Alexander is a young boy who stars in a few picture books by author Judith Viorst. I have only read three of them, but they are three of my favorites. He is the kind of character who is downright stubborn and frustrated by life. And that makes him relatable for the children who read his stories.
Click on a book cover below for more details, or to get your own copy to share with your favorite kids.
Alexander and the Terrible, Horrible, No Good, Very Bad Day
This was my first Alexander book. I learned about it while taking my education classes in college. In this one, Alexander wakes up on the wrong side of the bed. Nothing seems to be going his way. He dubs it a "terrible, horrible, no good, very bad day," and wants to move to Australia. He has gum in his hair and dinner is lima beans. There's kissing on TV and he trips over his skateboard.
Children and adults alike can relate to having one of those days that is just miserable, no matter what you try to do. Alexander makes you feel a little better about it.

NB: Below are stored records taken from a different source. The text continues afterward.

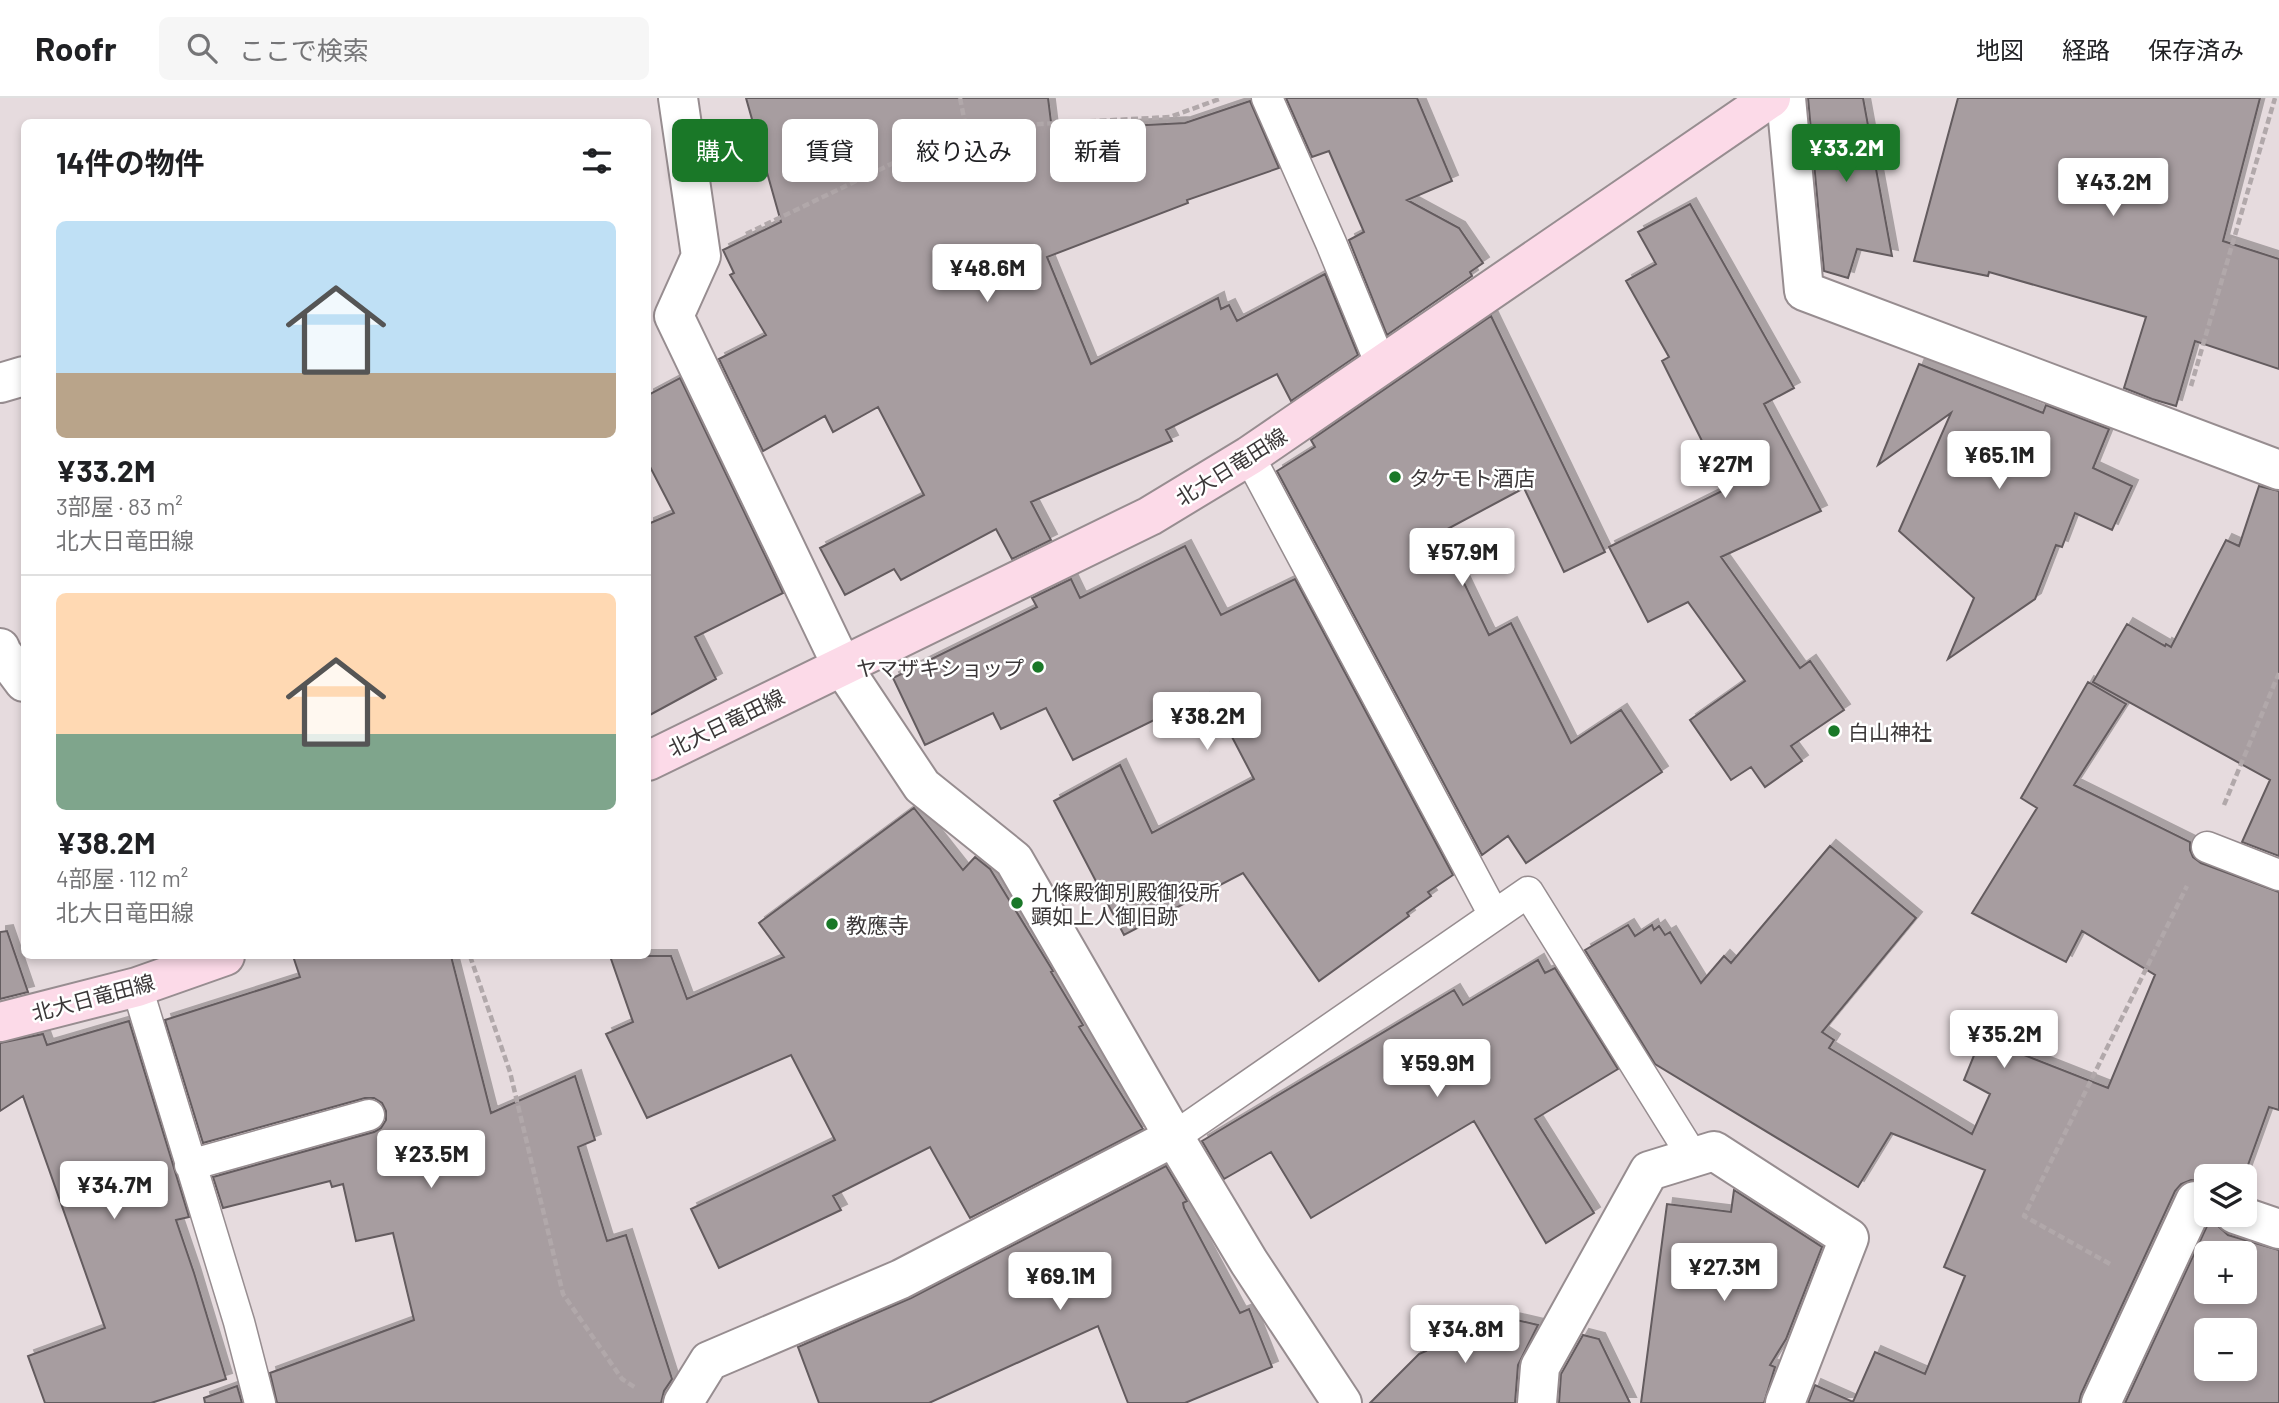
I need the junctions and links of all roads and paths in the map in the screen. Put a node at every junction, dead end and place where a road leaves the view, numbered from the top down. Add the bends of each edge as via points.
1 (678, 98) edge
2 (960, 98) edge
3 (1222, 98) edge
4 (1267, 98) edge
5 (1771, 98) edge
6 (1786, 98) edge
7 (2275, 98) edge
8 (964, 119) edge
9 (1036, 124) edge
10 (892, 164) edge
11 (701, 256) junction
12 (1381, 365) junction
13 (21, 377) edge
14 (0, 383) edge
15 (2177, 433) junction
16 (1249, 456) junction
17 (2279, 470) edge
18 (0, 648) edge
19 (842, 666) junction
20 (2279, 673) edge
21 (21, 678) edge
22 (651, 760) edge
23 (2207, 847) junction
24 (2279, 875) edge
25 (1494, 915) junction
26 (213, 959) edge
27 (471, 959) edge
28 (146, 975) edge
29 (0, 1022) edge
30 (369, 1115) dead end
31 (1174, 1138) junction
32 (1693, 1157) junction
33 (190, 1165) junction
34 (2194, 1203) edge
35 (2257, 1222) edge
36 (2279, 1229) edge
37 (2154, 1289) junction
38 (642, 1391) dead end
39 (260, 1403) edge
40 (683, 1403) edge
41 (1342, 1403) edge
42 (1536, 1403) edge
43 (1785, 1403) edge
44 (2101, 1403) edge

1 - 11 street
2 - 8 path
3 - 9 path via 1170,117
4 - 12 lane
5 - 12 main road, 北大日竜田線
6 - 15 street via 1804,291
7 - 15 path
10 - 11 path
11 - 19 street via 674,316
12 - 16 main road, 北大日竜田線
13 - 14 street
15 - 17 street
16 - 19 main road, 北大日竜田線 via 1150,516
16 - 25 lane
18 - 21 street
19 - 22 main road, 北大日竜田線
19 - 31 street via 922,786 1014,860
20 - 23 path
23 - 24 lane
23 - 37 path via 2024,1216
25 - 31 lane
25 - 32 lane via 1528,892
26 - 28 main road, 北大日竜田線
27 - 38 path via 510,1072 563,1294 622,1380
28 - 29 main road, 北大日竜田線
28 - 33 lane
30 - 33 lane
31 - 40 street via 901,1279 709,1361
31 - 41 street
32 - 42 street via 1649,1171 1540,1367
32 - 43 street via 1714,1151 1849,1238
33 - 39 lane
34 - 37 street
35 - 36 street
37 - 44 street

Alexander, Who's Not (Do You Hear Me? I Mean It!) Going to Move
Nobody really likes to move. And it seems to be harder on children than it is on adults. They crave consistency and routine in their lives. Moving means complete disruption of all of that. You have to start over in a new house and a new school. It gets harder to make new friends as you get older. And try getting used to a new babysitter after you leave the one that you've had your whole life! When Alexander's father is transferred to a new city several miles away, Alexander plots to stay right where he is.
Alexander, Who Used to Be Rich Last Sunday
Do you remember when a dollar seemed like a lot of money? The possibilities were endless! Alexander feels rich when his grandmother gives him a dollar on a Sunday. But then the money seems to slip between his fingers. Where is it all going? Use this book as a way to introduce economics to your child or to your class. It is more appropriate for early elementary aged students, but some kindergartners may pick up on the lesson.